A couple of years back, we ran a post called “The 10 Things That Are Killing Indie Music in 2011.” It discussed various ways in which the world of indie music could be better, and generated what amounted to a heap of attention for Flavorwire at the time, also stirring a healthy debate in the comments section (all of which sadly got nuked when we switched over to Facebook comments). Inter alia, several commenters took me to task for being “negative,” asking why I didn’t write something positive about the world of music instead of criticizing it. And, y’know, sure, why not? A couple of weeks later, I wrote “10 Things That We Love About Indie Music in 2011.” It generated precisely one-tenth of the traffic the first post did, proving neatly that for all people’s stated good intentions, negative pieces were a whole lot more popular on the Internet than positive ones. Or so it appeared, anyway.
But maybe not. The success of relentlessly positive sites like Upworthy has turned this paradigm on its head of late, leading to much chin-stroking and long, serious essays like Tom Scocca’s much-publicizedpiece for Gawker last week. Our own Michelle Dean has already written an erudite response to the whole smarm/snark debate, and I don’t want to go over old ground here, except to agree wholeheartedly with her contention that “positivity is just as much of a pose, a style, as negativity, and so just as much of a trap.”

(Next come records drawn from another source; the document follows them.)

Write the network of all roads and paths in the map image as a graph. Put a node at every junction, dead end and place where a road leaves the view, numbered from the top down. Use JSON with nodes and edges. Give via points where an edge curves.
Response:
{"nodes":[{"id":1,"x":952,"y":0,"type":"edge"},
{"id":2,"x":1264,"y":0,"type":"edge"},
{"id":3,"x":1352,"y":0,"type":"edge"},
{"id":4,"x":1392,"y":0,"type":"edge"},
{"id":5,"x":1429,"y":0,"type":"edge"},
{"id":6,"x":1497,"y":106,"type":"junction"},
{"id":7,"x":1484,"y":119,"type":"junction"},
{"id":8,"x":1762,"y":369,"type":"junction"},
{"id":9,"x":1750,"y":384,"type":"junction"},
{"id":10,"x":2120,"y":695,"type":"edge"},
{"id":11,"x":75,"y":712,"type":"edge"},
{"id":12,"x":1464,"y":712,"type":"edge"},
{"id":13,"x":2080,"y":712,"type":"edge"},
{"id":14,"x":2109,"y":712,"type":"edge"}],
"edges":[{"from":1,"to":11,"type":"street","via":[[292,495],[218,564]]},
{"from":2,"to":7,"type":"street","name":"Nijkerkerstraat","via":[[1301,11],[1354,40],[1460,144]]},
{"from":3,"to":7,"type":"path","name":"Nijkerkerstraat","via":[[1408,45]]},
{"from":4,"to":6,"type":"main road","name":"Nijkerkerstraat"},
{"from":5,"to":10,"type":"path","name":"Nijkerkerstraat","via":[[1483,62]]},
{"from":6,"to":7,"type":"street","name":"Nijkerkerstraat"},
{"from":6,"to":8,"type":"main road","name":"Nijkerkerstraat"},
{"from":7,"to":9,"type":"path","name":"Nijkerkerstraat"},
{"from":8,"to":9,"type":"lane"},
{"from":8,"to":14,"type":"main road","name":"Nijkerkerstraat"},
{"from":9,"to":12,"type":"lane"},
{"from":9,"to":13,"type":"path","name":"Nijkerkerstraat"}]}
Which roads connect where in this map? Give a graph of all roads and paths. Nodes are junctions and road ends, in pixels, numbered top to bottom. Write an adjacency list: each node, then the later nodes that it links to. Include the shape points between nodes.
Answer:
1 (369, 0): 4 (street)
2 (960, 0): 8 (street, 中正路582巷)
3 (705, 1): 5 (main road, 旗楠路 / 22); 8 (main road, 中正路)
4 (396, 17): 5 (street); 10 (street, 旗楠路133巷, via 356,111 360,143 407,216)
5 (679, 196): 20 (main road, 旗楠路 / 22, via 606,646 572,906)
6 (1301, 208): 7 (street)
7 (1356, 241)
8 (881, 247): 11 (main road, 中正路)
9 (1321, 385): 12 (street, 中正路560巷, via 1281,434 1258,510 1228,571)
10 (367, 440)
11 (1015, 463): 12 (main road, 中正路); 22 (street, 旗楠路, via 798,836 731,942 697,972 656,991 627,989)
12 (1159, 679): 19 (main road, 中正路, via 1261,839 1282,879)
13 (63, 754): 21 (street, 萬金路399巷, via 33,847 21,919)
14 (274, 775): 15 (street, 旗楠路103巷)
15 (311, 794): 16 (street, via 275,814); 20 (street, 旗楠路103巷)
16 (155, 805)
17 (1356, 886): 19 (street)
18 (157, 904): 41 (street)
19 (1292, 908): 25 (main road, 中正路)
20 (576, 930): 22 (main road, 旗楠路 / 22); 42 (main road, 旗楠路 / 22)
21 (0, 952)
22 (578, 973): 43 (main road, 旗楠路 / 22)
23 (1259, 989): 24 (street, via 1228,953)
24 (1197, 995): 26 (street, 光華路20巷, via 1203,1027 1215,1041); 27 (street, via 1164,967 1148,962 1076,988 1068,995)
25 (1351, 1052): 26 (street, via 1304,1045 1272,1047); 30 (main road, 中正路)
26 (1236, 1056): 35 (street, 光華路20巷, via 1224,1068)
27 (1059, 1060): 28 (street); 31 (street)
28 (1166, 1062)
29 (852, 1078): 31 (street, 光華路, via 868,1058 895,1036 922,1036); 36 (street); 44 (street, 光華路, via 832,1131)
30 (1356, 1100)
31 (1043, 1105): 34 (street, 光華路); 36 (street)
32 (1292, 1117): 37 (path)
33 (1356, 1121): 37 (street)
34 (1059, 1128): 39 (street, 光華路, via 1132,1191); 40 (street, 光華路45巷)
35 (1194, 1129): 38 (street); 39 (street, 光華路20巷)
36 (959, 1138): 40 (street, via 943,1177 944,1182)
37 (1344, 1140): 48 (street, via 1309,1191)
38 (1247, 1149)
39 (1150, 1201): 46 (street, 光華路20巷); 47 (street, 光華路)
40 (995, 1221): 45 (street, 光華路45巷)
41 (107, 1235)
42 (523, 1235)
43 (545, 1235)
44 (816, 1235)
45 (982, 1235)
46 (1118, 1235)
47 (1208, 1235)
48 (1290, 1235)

This is true, except for one thing: positivity is increasingly enforced on us. This seems particularly relevant this week in light of the news that Facebook has apparently considered introducing a “Sympathize” button to go with its iconic “Like” button, so as to avoid those awkward instances when someone bitches about something in a status update and you’re not sure whether to Like it or not — you don’t want to imply you like the thing that’s upsetting the person in question, after all.
There are a couple of issues bound up in this. First, there’s the fact that it’s kinda hilarious that this has become such an issue that Facebook feels it might be necessary to provide a new button for people to express their emotions — and, similarly, the fact that users might also consider such a thing necessary when it takes two seconds to type “Shit, sorry your cat died” or whatever else is required instead of hitting Like.